その事がきっかけで、それまで身体中から満ち溢れていた謎の自信とやる気は、みるみる不安に変換されて行き、最近では常に焦りの表情を浮かべている。
あまり自分を追い込みすぎも良くないとは思うが、時間がないという事も分かっているのでなんとも言えないのがモドカシイ。
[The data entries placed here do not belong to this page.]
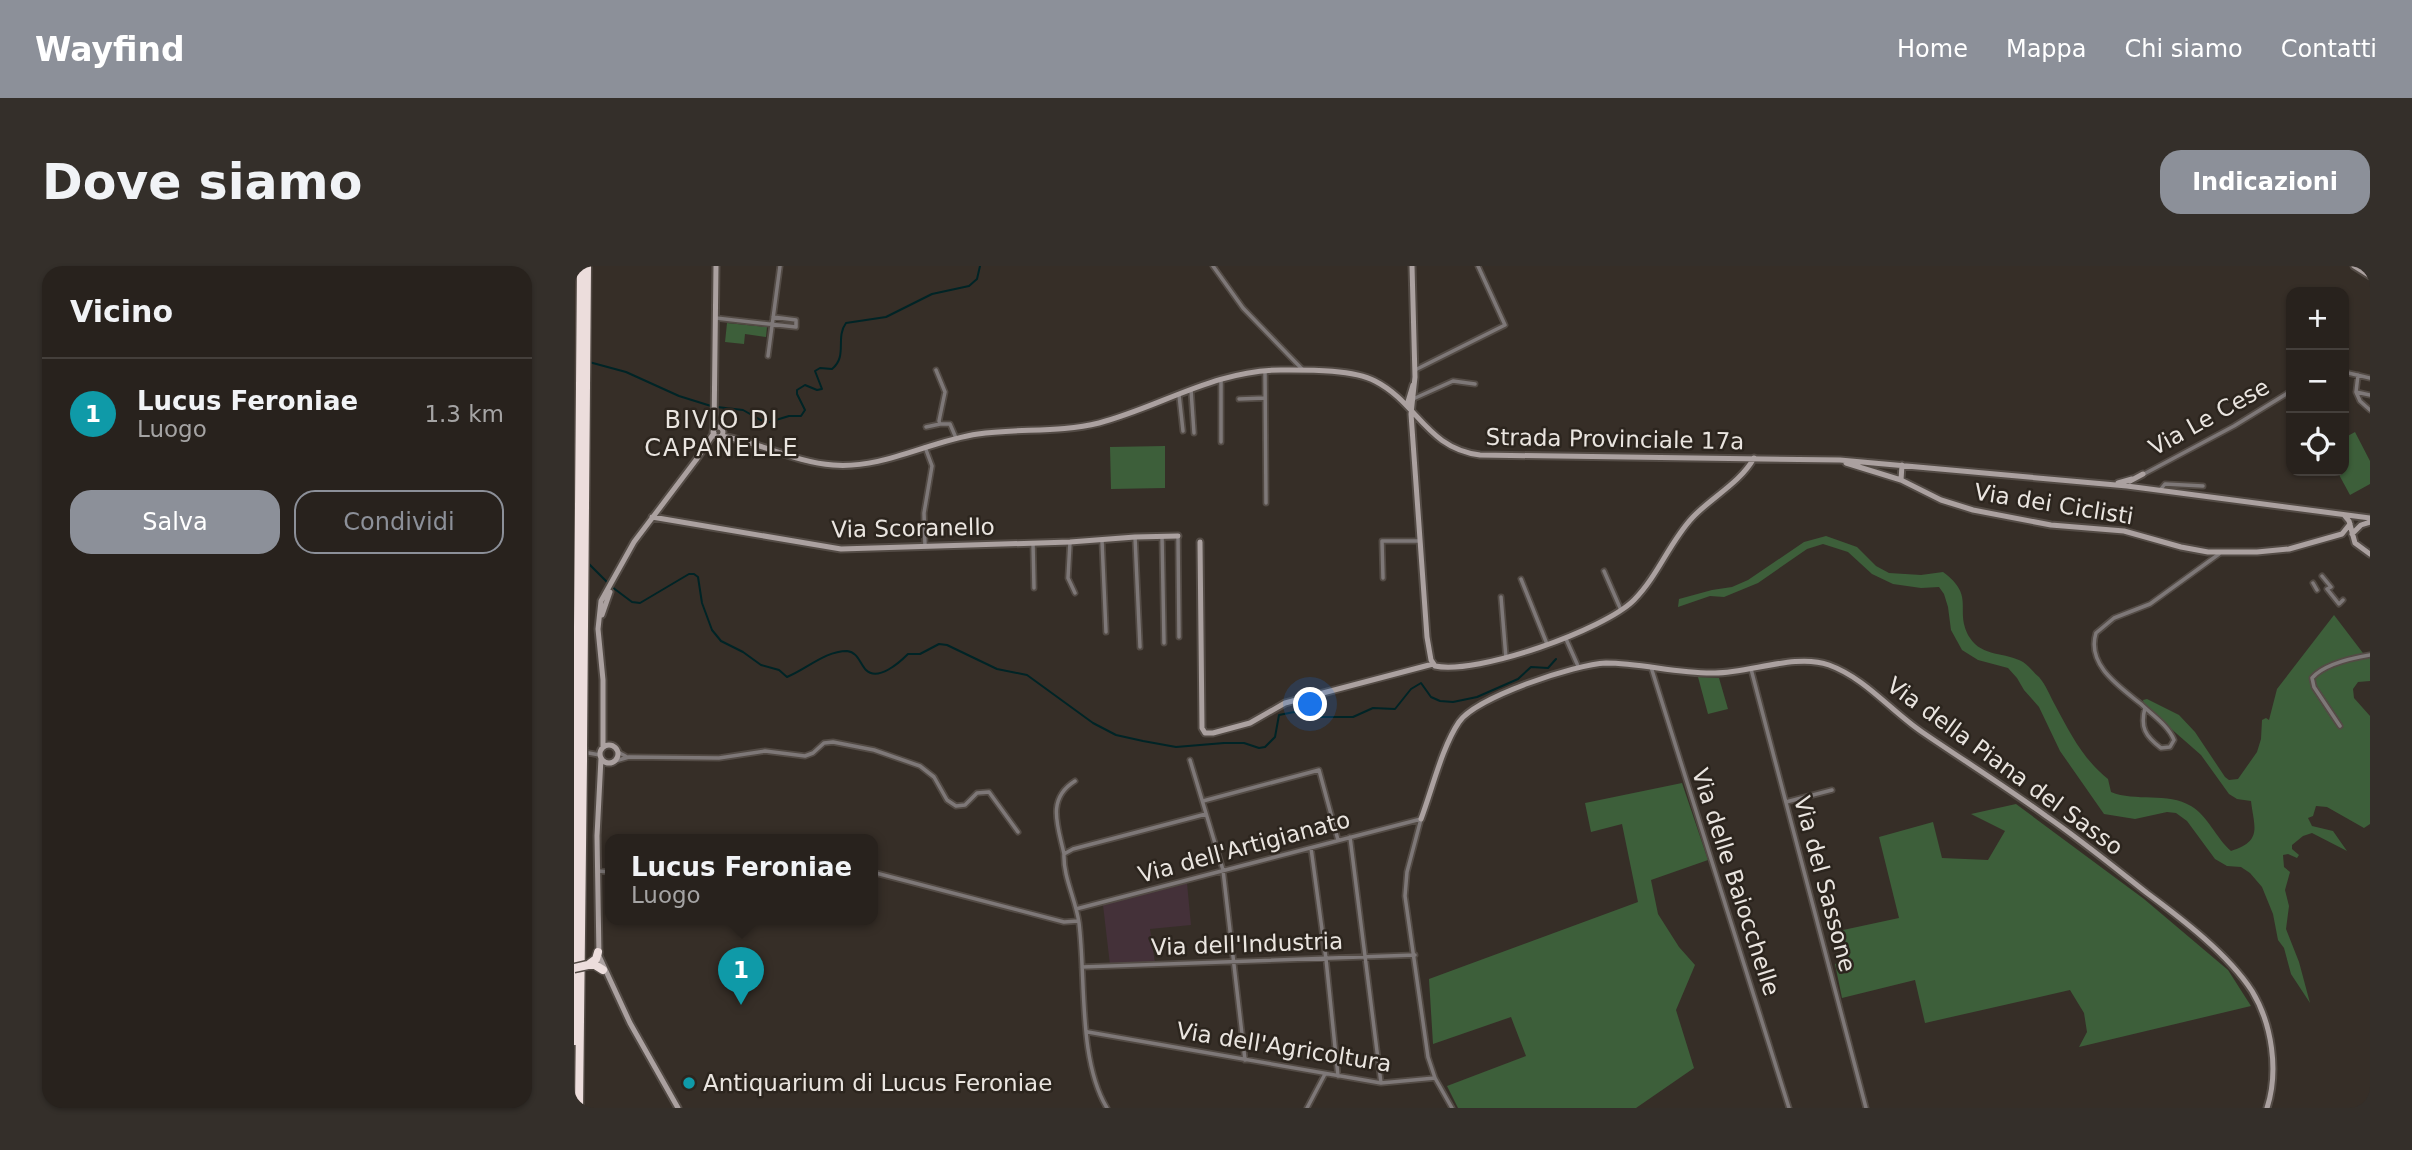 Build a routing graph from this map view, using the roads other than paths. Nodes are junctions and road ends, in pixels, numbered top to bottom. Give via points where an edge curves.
1 (581, 266) edge
2 (587, 266) edge
3 (716, 266) edge
4 (780, 266) edge
5 (1213, 266) edge
6 (1412, 266) edge
7 (1478, 266) edge
8 (2354, 266) edge
9 (2370, 276) edge
10 (773, 317) junction
11 (716, 318) junction
12 (772, 324) junction
13 (583, 355) junction
14 (768, 356) dead end
15 (583, 366) junction
16 (936, 370) dead end
17 (1265, 370) junction
18 (1415, 370) junction
19 (1304, 371) junction
20 (2349, 373) edge
21 (2358, 375) junction
22 (1221, 378) junction
23 (2370, 378) edge
24 (1415, 382) junction
25 (1475, 384) dead end
26 (1191, 388) junction
27 (2356, 392) junction
28 (1179, 393) junction
29 (2286, 394) edge
30 (2370, 395) edge
31 (1265, 398) junction
32 (1239, 399) dead end
33 (1413, 399) junction
34 (1409, 408) junction
35 (2370, 410) edge
36 (940, 424) junction
37 (926, 427) dead end
38 (1183, 431) dead end
39 (719, 433) junction
40 (1194, 433) dead end
41 (956, 438) junction
42 (1221, 442) dead end
43 (925, 447) junction
44 (1754, 458) junction
45 (1840, 460) junction
46 (1902, 466) junction
47 (2143, 474) junction
48 (2132, 479) junction
49 (1901, 480) junction
50 (2111, 484) junction
51 (2203, 485) dead end
52 (2128, 486) junction
53 (2145, 488) junction
54 (2160, 490) junction
55 (1266, 503) dead end
56 (2341, 514) junction
57 (2358, 516) junction
58 (652, 517) junction
59 (2370, 520) edge
60 (2350, 524) junction
61 (2358, 527) junction
62 (2341, 534) junction
63 (1162, 536) junction
64 (1178, 536) joint
65 (1135, 537) junction
66 (2353, 537) junction
67 (1102, 541) junction
68 (1421, 541) junction
69 (1069, 542) junction
70 (1200, 542) dead end
71 (1032, 543) junction
72 (925, 546) junction
73 (2221, 552) junction
74 (582, 553) junction
75 (2370, 554) edge
76 (1604, 570) dead end
77 (2322, 576) dead end
78 (1383, 579) dead end
79 (1521, 579) dead end
80 (2312, 583) dead end
81 (1034, 588) dead end
82 (2317, 590) dead end
83 (1075, 593) dead end
84 (1501, 597) dead end
85 (2343, 600) dead end
86 (1621, 611) junction
87 (1105, 632) dead end
88 (1179, 637) dead end
89 (1566, 639) junction
90 (1164, 643) dead end
91 (1547, 644) junction
92 (1140, 647) dead end
93 (2370, 655) edge
94 (1506, 658) junction
95 (1433, 664) junction
96 (1578, 666) junction
97 (1651, 667) junction
98 (1751, 669) junction
99 (2145, 708) junction
100 (2340, 726) dead end
101 (603, 733) junction
102 (612, 745) junction
103 (618, 752) junction
104 (578, 753) edge
105 (601, 753) junction
106 (629, 757) junction
107 (1190, 760) dead end
108 (612, 762) junction
109 (600, 776) junction
110 (1075, 781) dead end
111 (1832, 790) dead end
112 (1202, 801) junction
113 (1786, 802) junction
114 (1206, 814) junction
115 (1421, 818) junction
116 (1018, 832) dead end
117 (1350, 837) junction
118 (1338, 840) junction
119 (1310, 848) junction
120 (1064, 854) junction
121 (1223, 870) junction
122 (597, 871) junction
123 (605, 872) edge
124 (878, 874) edge
125 (1076, 909) junction
126 (1078, 921) junction
127 (1415, 956) junction
128 (1366, 957) junction
129 (1326, 959) junction
130 (597, 962) junction
131 (1235, 962) junction
132 (1082, 967) junction
133 (574, 968) edge
134 (1088, 1032) junction
135 (574, 1041) edge
136 (1245, 1060) junction
137 (1325, 1073) junction
138 (1338, 1076) junction
139 (1435, 1078) junction
140 (1381, 1083) junction
141 (579, 1108) edge
142 (678, 1108) edge
143 (1107, 1108) edge
144 (1307, 1108) edge
145 (1452, 1108) edge
146 (1789, 1108) edge
147 (1866, 1108) edge
148 (2267, 1108) edge

1 - 13 highway
2 - 13 highway
3 - 11 street
4 - 10 street
5 - 19 street via 1243,308
6 - 18 street
7 - 18 street via 1505,325
8 - 9 street
10 - 12 street
10 - 12 street via 796,320 796,327
11 - 12 street
11 - 39 street via 715,415
12 - 14 street
13 - 15 highway
15 - 74 highway
15 - 74 highway
16 - 36 street via 945,391
17 - 19 street, Strada Provinciale 17a
17 - 22 street, Strada Provinciale 17a
17 - 31 street
18 - 24 street
19 - 34 street, Strada Provinciale 17a via 1366,377
20 - 21 street
21 - 23 street
21 - 27 street
22 - 26 street, Strada Provinciale 17a
22 - 42 street
24 - 33 street
24 - 34 street
25 - 33 street via 1453,381
26 - 28 street, Strada Provinciale 17a
26 - 40 street
27 - 30 street
27 - 35 street
28 - 38 street
28 - 41 street, Strada Provinciale 17a via 1094,424
29 - 47 street, Via Le Cese
31 - 32 street
31 - 55 street
33 - 34 street
34 - 44 street, Strada Provinciale 17a via 1444,444 1472,454
34 - 68 street
36 - 37 street
36 - 41 street via 950,423
39 - 43 street, Strada Provinciale 17a via 800,459 840,466 873,463
39 - 58 street
41 - 43 street, Strada Provinciale 17a
43 - 72 street via 932,466 924,515
44 - 45 street, Strada Provinciale 17a
44 - 86 street via 1743,474 1691,519 1644,589
45 - 46 street, Strada Provinciale 17a
45 - 49 street, Via dei Ciclisti
46 - 49 street
46 - 50 street, Strada Provinciale 17a
47 - 48 street
47 - 52 street
47 - 53 street via 2140,483
48 - 50 street
48 - 52 street
49 - 73 street, Via dei Ciclisti via 1973,510 2056,526 2124,531 2188,549
50 - 52 street, Strada Provinciale 17a
51 - 54 street via 2165,484
52 - 53 street, Strada Provinciale 17a
53 - 54 street, Strada Provinciale 17a
54 - 56 street, Strada Provinciale 17a
56 - 57 street, Strada Provinciale 17a
56 - 60 street
57 - 59 street, Strada Provinciale 17a
57 - 61 street
57 - 66 street
58 - 72 street, Via Scoranello via 834,549
58 - 101 street via 614,580 602,615
59 - 61 street
60 - 62 street
60 - 66 street
61 - 66 street
62 - 66 street
62 - 73 street, Via dei Ciclisti via 2283,550
63 - 64 street, Via Scoranello
63 - 65 street, Via Scoranello
63 - 90 street
64 - 88 street
65 - 67 street, Via Scoranello
65 - 92 street
66 - 75 street
67 - 69 street, Via Scoranello
67 - 87 street
68 - 78 street via 1382,541
68 - 95 street
69 - 71 street, Via Scoranello
69 - 83 street via 1068,578
70 - 95 street via 1205,733 1247,723 1287,702
71 - 72 street, Via Scoranello
71 - 81 street
73 - 99 street via 2150,604 2115,618 2095,635 2097,657 2105,673
74 - 104 highway
74 - 104 highway
76 - 86 street
77 - 85 street via 2339,604
79 - 91 street
80 - 82 street
84 - 94 street
86 - 89 street
89 - 91 street
89 - 96 street
91 - 94 street
93 - 100 street via 2345,661 2312,678
94 - 95 street via 1457,666
96 - 97 street, Via della Piana del Sasso
96 - 115 street, Via della Piana del Sasso via 1506,692 1465,714 1453,732
97 - 98 street, Via della Piana del Sasso via 1707,673
97 - 146 street, Via delle Baiocchelle
98 - 113 street, Via del Sassone
98 - 148 street, Via della Piana del Sasso via 1809,662 1846,673 1915,727 2067,831 2195,932 2244,980 2260,1007 2272,1059
99 - 99 street via 2172,734 2170,747 2161,748 2146,736
101 - 102 street
101 - 105 street
102 - 103 street
102 - 105 street
103 - 106 street
103 - 108 street
104 - 105 street
104 - 135 highway
104 - 141 highway
105 - 108 street
105 - 109 street
106 - 108 street
106 - 116 street via 719,758 762,751 805,756 833,741 920,766 934,777 948,801 958,806 966,805 977,793 989,792
107 - 112 street
108 - 109 street
109 - 122 street
110 - 120 street via 1057,797
111 - 113 street
112 - 114 street
112 - 118 street via 1318,771
113 - 147 street, Via del Sassone
114 - 120 street
114 - 121 street
115 - 117 street, Via dell'Artigianato
115 - 127 street, Via dell'Agricoltura via 1405,884
117 - 118 street, Via dell'Artigianato
117 - 128 street
118 - 119 street, Via dell'Artigianato
119 - 121 street, Via dell'Artigianato
119 - 129 street
120 - 125 street
121 - 125 street, Via dell'Artigianato
121 - 131 street
122 - 123 street
122 - 130 street
124 - 126 street via 1064,922
125 - 126 street
126 - 132 street
127 - 128 street, Via dell'Industria
127 - 139 street, Via dell'Agricoltura via 1427,1053
128 - 129 street, Via dell'Industria
128 - 140 street
129 - 131 street, Via dell'Industria
129 - 138 street
130 - 133 highway, bridge
130 - 142 street
131 - 132 street, Via dell'Industria
131 - 136 street
132 - 134 street
134 - 136 street, Via dell'Agricoltura
134 - 143 street via 1093,1076
136 - 137 street, Via dell'Agricoltura
137 - 138 street, Via dell'Agricoltura
137 - 144 street
138 - 140 street, Via dell'Agricoltura
139 - 140 street, Via dell'Agricoltura
139 - 145 street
カリカリとペンが走る音だけが部屋に響き、俺としてもどうしたら良いか分からなくなってしまう。
一応俺なりにやれることはやっているつもりだが。結果を出せていないという点では一色と同じなので俺自身にも焦りはある。
いっそ一色のステータスが数値化して見えるようになれば助言もしやすくなるのだが……そんな事が起こる筈もなく。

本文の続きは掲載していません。